Он вынул из стола большой портрет. Статный и пышный гусар был изображен там.
— Вот, знаменитый художник Кипренский таким его изобразил. А на самом деле он был вроде меня: курносый, маленький. И говорил писклявым голосом, хотя и старался басить. А как вы думаете, получится у меня? Он был адъютантом Багратиона, ну а у меня командир тоже неплох был… Я в гражданскую войну три года при Котовском состоял, с коня не слезал…
Тут стали входить разные люди. Появился опять высокий чернявый. Расщепей стал знакомить меня:
— Вот это Павлуша, Павел Иванович, оператор. Он вас сейчас попробует снять. Ну, с Ардановым вы уже знакомы. Это режиссер-лаборант, такой у него чин. А мы его просто для сокращения Лабарданом называем. Он не обижается… Верно, Лабардан?
Худой лысый человек со степенным, благообразным лицом, в белом халате, похожий на хирурга, подошел ко мне.
— А это наш гример, наш знаменитый Евстафьич… Павлуша, снимите пока ее так, без грима. Проверим, как на пленке получится.
Меня провели в небольшую комнату, где стояли большие зеркала и прожекторы. Павлуша, оператор, куда-то вышел на мгновение, а я, заметив, что на столике лежит коробка с гримом, схватила растушевку и для красоты — раз-раз! — быстро навела себе брови. Павлуша вернулся, ничего не заметил и усадил меня перед аппаратом. Явился Лабардан, они стали советоваться, как лучше меня снять.
— Меня снимать надо вот с этой стороны, мне так лучше, — предупредила я.
Жирный, вислогубый человек со смешным пучочком волос под носом заглянул в дверь, внимательно рассмотрел меня, пожал плечами и исчез. Но я услышала, как он что-то говорил за дверью. Послышался сердитый голос Расщепея:
— Слушайте, Причалин, не суйте вы в мои дела ваши рога и копыта!
— Однако вы же обещали племяшку мою еще раз попробовать, — громким, обиженным и слегка квакающим шепотом отвечал Причалин. — Каково девочке! Ночей не спит…

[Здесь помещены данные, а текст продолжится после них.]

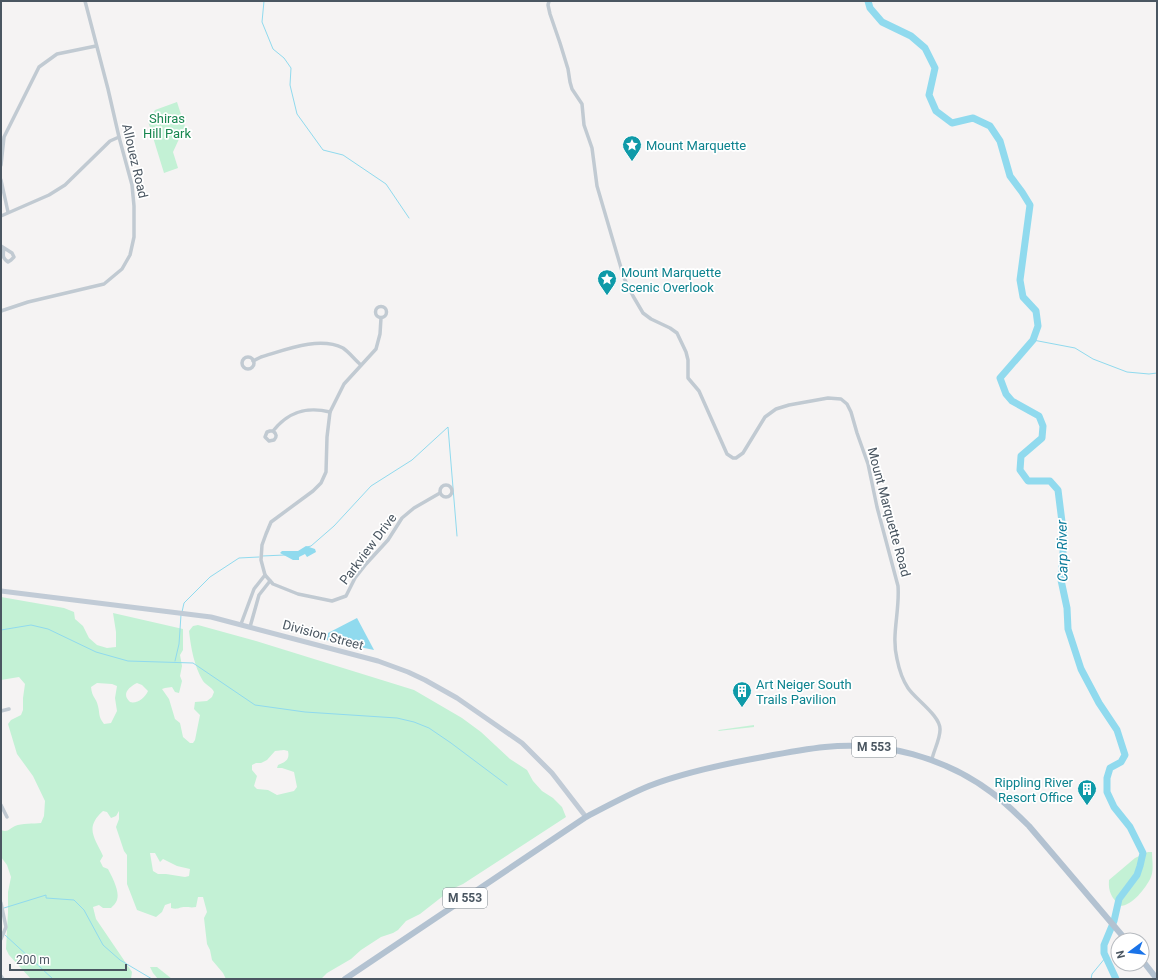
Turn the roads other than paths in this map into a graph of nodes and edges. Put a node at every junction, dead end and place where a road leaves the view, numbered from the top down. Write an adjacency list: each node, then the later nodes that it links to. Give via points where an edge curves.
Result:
1 (85, 1): 3 (street, Allouez Road)
2 (549, 1): 23 (street, Mount Marquette Road, via 550,14 572,90 582,104 596,180 624,278 643,313 677,333 688,360 688,378 699,391 727,454 736,458 743,453 765,417 776,409 828,398 842,399 847,404 868,464 898,586 895,644 903,679 916,698 937,720 940,729)
3 (96, 46): 4 (street, Allouez Road); 5 (street, via 57,54 39,67 4,137)
4 (118, 138): 7 (street, via 110,141 65,185 49,195); 9 (street, Allouez Road, via 132,185 134,206 134,237 130,255 122,270 104,284)
5 (1, 165)
6 (1, 180): 7 (street)
7 (8, 212): 8 (street)
8 (1, 216)
9 (1, 310)
10 (381, 318): 12 (street, via 376,349)
11 (253, 361): 12 (street, via 315,343 327,343 343,349)
12 (361, 365): 13 (street, via 344,384)
13 (330, 412): 14 (street, via 317,409 293,414 280,422); 16 (street, via 326,472 321,483 313,491 271,522 262,545 261,560)
14 (273, 431)
15 (440, 493): 17 (street, Parkview Drive, via 402,518 388,540 355,578 346,596 332,601 298,594)
16 (265, 575): 17 (street, Parkview Drive); 19 (street, via 254,589)
17 (270, 581): 20 (street, via 259,595)
18 (1, 591): 19 (street, Division Street, via 190,614)
19 (241, 624): 20 (street, Division Street)
20 (250, 627): 26 (street, Division Street, via 378,661 440,688 522,743 552,773)
21 (9, 709): 22 (street)
22 (1, 711)
23 (932, 759): 26 (main road, M 553, via 867,746 803,750 725,764 672,778 629,794); 28 (main road, M 553, via 976,782 1013,810)
24 (1, 805): 25 (street)
25 (7, 817)
26 (586, 817): 33 (main road, M 553)
27 (1, 903): 29 (street, via 6,928)
28 (1119, 932)
29 (1, 939)
30 (1150, 970): 34 (main road)
31 (1, 976): 32 (street)
32 (3, 979)
33 (345, 979)
34 (1157, 979)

— Я делаю картину, а не семейный альбом. Это уж вы ими занимайтесь.
Павлуша и Лабардан слушали, перемигиваясь.
— Но я видел, там Павлуша снимает сейчас! — шипел Причалин за дверью. — Ведь это же… Как ни говорите, публика любит, чтобы было на что посмотреть. Нужен же шарм, как называют французы! Обаяние… Именно шарм…
— Крутите эту шарманку под другими окнами, может быть, вам и вынесут что-нибудь, а у моих дверей не шатайтесь. А не то, Причалин, будут вам гроб и свечи. Понимаете это?
Павлуша, оператор, и Арданов были в восторге.
— Наш Сан-Дмич сам мужик сердитый, — говорили они и кивали на дверь.
Но дверь открылась, и они стали очень серьезными. Вошел Расщепей.
— Что такое? — сразу заговорил он, вглядываясь в меня. — Что вы с собой сделали? Сыворотка из-под простокваши! Она брови себе навела! Кто вас просил? Кому это нужно? Где Причалин? Пусть порадуется… И что вы так надулись? Вы думаете, Устя должна быть зобатой?.. А ну-ка, сотрите ей ваткой!.. И не пыжьтесь, пожалуйста, сидите естественнее. Это еще что за штуки?
Подошел гример и ватой с вазелином стер мои злосчастные брови.
— Вот, Евстафьич, — объяснил гримеру Расщепей, — на Устю будем пробовать.
— Отлично, — сказал Евстафьич и вынул записную книжечку. — Это будет у нас, значит, проба номер семнадцать. Веснушчатость будем убирать, Александр Дмитрич?
— Ни-ни! За каждую конопатинку головой мне отвечаешь.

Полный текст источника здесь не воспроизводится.